▸ Task brief:
The data should be transcribed in its entirety, word for word.

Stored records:

'''

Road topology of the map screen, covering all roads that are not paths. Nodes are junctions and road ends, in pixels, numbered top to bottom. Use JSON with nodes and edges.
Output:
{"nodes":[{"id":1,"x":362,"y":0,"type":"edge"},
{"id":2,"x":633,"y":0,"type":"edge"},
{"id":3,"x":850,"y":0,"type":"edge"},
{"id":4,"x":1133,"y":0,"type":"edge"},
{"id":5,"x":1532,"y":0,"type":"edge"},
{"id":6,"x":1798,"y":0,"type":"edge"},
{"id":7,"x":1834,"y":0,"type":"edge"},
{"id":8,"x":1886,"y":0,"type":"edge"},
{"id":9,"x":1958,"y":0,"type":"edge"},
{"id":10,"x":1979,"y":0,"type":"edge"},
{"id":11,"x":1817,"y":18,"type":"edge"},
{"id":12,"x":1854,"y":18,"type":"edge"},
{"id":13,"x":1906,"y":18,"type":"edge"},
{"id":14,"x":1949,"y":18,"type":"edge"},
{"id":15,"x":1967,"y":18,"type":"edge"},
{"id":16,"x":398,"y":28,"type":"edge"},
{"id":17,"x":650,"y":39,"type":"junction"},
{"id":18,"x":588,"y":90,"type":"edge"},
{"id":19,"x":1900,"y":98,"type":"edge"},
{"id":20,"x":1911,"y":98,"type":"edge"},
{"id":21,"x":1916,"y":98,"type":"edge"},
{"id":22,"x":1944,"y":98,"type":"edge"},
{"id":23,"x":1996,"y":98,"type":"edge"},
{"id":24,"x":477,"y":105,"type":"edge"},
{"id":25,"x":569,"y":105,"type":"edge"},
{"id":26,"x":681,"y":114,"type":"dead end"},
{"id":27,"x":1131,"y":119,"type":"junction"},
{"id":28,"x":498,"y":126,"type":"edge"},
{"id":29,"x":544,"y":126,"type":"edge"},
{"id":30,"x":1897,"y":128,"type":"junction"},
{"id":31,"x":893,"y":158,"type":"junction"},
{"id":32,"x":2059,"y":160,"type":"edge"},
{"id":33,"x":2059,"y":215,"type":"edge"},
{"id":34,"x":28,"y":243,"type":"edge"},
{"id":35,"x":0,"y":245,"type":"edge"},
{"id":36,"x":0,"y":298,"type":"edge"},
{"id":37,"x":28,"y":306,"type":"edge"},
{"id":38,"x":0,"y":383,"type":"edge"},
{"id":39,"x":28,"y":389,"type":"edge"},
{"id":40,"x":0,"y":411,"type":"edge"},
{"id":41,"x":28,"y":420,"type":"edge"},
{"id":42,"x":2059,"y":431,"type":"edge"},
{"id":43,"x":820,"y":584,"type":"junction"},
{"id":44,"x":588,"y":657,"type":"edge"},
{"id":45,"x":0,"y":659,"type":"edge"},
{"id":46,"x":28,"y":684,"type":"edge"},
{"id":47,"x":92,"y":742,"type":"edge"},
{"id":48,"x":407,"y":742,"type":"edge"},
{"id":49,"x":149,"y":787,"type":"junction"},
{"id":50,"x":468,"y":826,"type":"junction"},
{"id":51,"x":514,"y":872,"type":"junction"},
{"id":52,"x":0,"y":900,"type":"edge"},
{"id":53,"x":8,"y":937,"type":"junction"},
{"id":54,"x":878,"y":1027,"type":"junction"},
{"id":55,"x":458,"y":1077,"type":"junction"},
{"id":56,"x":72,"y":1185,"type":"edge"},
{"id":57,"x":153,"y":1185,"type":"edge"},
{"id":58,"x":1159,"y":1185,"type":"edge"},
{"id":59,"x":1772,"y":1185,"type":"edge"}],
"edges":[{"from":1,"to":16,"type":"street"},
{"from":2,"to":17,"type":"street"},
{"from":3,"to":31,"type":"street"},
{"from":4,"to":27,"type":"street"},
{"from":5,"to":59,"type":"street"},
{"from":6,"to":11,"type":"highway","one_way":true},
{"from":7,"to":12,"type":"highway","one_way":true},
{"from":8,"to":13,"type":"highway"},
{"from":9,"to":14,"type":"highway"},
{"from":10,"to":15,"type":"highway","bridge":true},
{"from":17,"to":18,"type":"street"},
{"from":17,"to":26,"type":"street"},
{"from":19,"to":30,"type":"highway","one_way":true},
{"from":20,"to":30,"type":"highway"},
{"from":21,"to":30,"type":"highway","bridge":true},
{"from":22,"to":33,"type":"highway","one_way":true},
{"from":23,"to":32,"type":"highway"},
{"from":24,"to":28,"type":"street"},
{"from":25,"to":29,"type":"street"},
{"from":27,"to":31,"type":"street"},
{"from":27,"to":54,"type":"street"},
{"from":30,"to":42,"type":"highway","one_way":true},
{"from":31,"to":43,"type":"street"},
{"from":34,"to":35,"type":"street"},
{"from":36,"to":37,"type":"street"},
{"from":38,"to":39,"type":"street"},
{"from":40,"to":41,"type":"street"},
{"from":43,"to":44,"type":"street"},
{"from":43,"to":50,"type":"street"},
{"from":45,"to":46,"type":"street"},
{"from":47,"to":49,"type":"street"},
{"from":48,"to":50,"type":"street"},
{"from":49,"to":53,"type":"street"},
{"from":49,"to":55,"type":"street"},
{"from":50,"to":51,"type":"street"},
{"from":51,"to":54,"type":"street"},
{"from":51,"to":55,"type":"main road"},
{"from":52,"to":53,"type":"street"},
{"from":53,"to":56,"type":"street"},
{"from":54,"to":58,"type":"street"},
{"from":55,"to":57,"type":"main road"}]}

'''

▸ Solution to this exercise:
Road topology of the map screen, covering all roads that are not paths. Nodes are junctions and road ends, in pixels, numbered top to bottom. Use JSON with nodes and edges.
Output:
{"nodes":[{"id":1,"x":362,"y":0,"type":"edge"},
{"id":2,"x":633,"y":0,"type":"edge"},
{"id":3,"x":850,"y":0,"type":"edge"},
{"id":4,"x":1133,"y":0,"type":"edge"},
{"id":5,"x":1532,"y":0,"type":"edge"},
{"id":6,"x":1798,"y":0,"type":"edge"},
{"id":7,"x":1834,"y":0,"type":"edge"},
{"id":8,"x":1886,"y":0,"type":"edge"},
{"id":9,"x":1958,"y":0,"type":"edge"},
{"id":10,"x":1979,"y":0,"type":"edge"},
{"id":11,"x":1817,"y":18,"type":"edge"},
{"id":12,"x":1854,"y":18,"type":"edge"},
{"id":13,"x":1906,"y":18,"type":"edge"},
{"id":14,"x":1949,"y":18,"type":"edge"},
{"id":15,"x":1967,"y":18,"type":"edge"},
{"id":16,"x":398,"y":28,"type":"edge"},
{"id":17,"x":650,"y":39,"type":"junction"},
{"id":18,"x":588,"y":90,"type":"edge"},
{"id":19,"x":1900,"y":98,"type":"edge"},
{"id":20,"x":1911,"y":98,"type":"edge"},
{"id":21,"x":1916,"y":98,"type":"edge"},
{"id":22,"x":1944,"y":98,"type":"edge"},
{"id":23,"x":1996,"y":98,"type":"edge"},
{"id":24,"x":477,"y":105,"type":"edge"},
{"id":25,"x":569,"y":105,"type":"edge"},
{"id":26,"x":681,"y":114,"type":"dead end"},
{"id":27,"x":1131,"y":119,"type":"junction"},
{"id":28,"x":498,"y":126,"type":"edge"},
{"id":29,"x":544,"y":126,"type":"edge"},
{"id":30,"x":1897,"y":128,"type":"junction"},
{"id":31,"x":893,"y":158,"type":"junction"},
{"id":32,"x":2059,"y":160,"type":"edge"},
{"id":33,"x":2059,"y":215,"type":"edge"},
{"id":34,"x":28,"y":243,"type":"edge"},
{"id":35,"x":0,"y":245,"type":"edge"},
{"id":36,"x":0,"y":298,"type":"edge"},
{"id":37,"x":28,"y":306,"type":"edge"},
{"id":38,"x":0,"y":383,"type":"edge"},
{"id":39,"x":28,"y":389,"type":"edge"},
{"id":40,"x":0,"y":411,"type":"edge"},
{"id":41,"x":28,"y":420,"type":"edge"},
{"id":42,"x":2059,"y":431,"type":"edge"},
{"id":43,"x":820,"y":584,"type":"junction"},
{"id":44,"x":588,"y":657,"type":"edge"},
{"id":45,"x":0,"y":659,"type":"edge"},
{"id":46,"x":28,"y":684,"type":"edge"},
{"id":47,"x":92,"y":742,"type":"edge"},
{"id":48,"x":407,"y":742,"type":"edge"},
{"id":49,"x":149,"y":787,"type":"junction"},
{"id":50,"x":468,"y":826,"type":"junction"},
{"id":51,"x":514,"y":872,"type":"junction"},
{"id":52,"x":0,"y":900,"type":"edge"},
{"id":53,"x":8,"y":937,"type":"junction"},
{"id":54,"x":878,"y":1027,"type":"junction"},
{"id":55,"x":458,"y":1077,"type":"junction"},
{"id":56,"x":72,"y":1185,"type":"edge"},
{"id":57,"x":153,"y":1185,"type":"edge"},
{"id":58,"x":1159,"y":1185,"type":"edge"},
{"id":59,"x":1772,"y":1185,"type":"edge"}],
"edges":[{"from":1,"to":16,"type":"street"},
{"from":2,"to":17,"type":"street"},
{"from":3,"to":31,"type":"street"},
{"from":4,"to":27,"type":"street"},
{"from":5,"to":59,"type":"street"},
{"from":6,"to":11,"type":"highway","one_way":true},
{"from":7,"to":12,"type":"highway","one_way":true},
{"from":8,"to":13,"type":"highway"},
{"from":9,"to":14,"type":"highway"},
{"from":10,"to":15,"type":"highway","bridge":true},
{"from":17,"to":18,"type":"street"},
{"from":17,"to":26,"type":"street"},
{"from":19,"to":30,"type":"highway","one_way":true},
{"from":20,"to":30,"type":"highway"},
{"from":21,"to":30,"type":"highway","bridge":true},
{"from":22,"to":33,"type":"highway","one_way":true},
{"from":23,"to":32,"type":"highway"},
{"from":24,"to":28,"type":"street"},
{"from":25,"to":29,"type":"street"},
{"from":27,"to":31,"type":"street"},
{"from":27,"to":54,"type":"street"},
{"from":30,"to":42,"type":"highway","one_way":true},
{"from":31,"to":43,"type":"street"},
{"from":34,"to":35,"type":"street"},
{"from":36,"to":37,"type":"street"},
{"from":38,"to":39,"type":"street"},
{"from":40,"to":41,"type":"street"},
{"from":43,"to":44,"type":"street"},
{"from":43,"to":50,"type":"street"},
{"from":45,"to":46,"type":"street"},
{"from":47,"to":49,"type":"street"},
{"from":48,"to":50,"type":"street"},
{"from":49,"to":53,"type":"street"},
{"from":49,"to":55,"type":"street"},
{"from":50,"to":51,"type":"street"},
{"from":51,"to":54,"type":"street"},
{"from":51,"to":55,"type":"main road"},
{"from":52,"to":53,"type":"street"},
{"from":53,"to":56,"type":"street"},
{"from":54,"to":58,"type":"street"},
{"from":55,"to":57,"type":"main road"}]}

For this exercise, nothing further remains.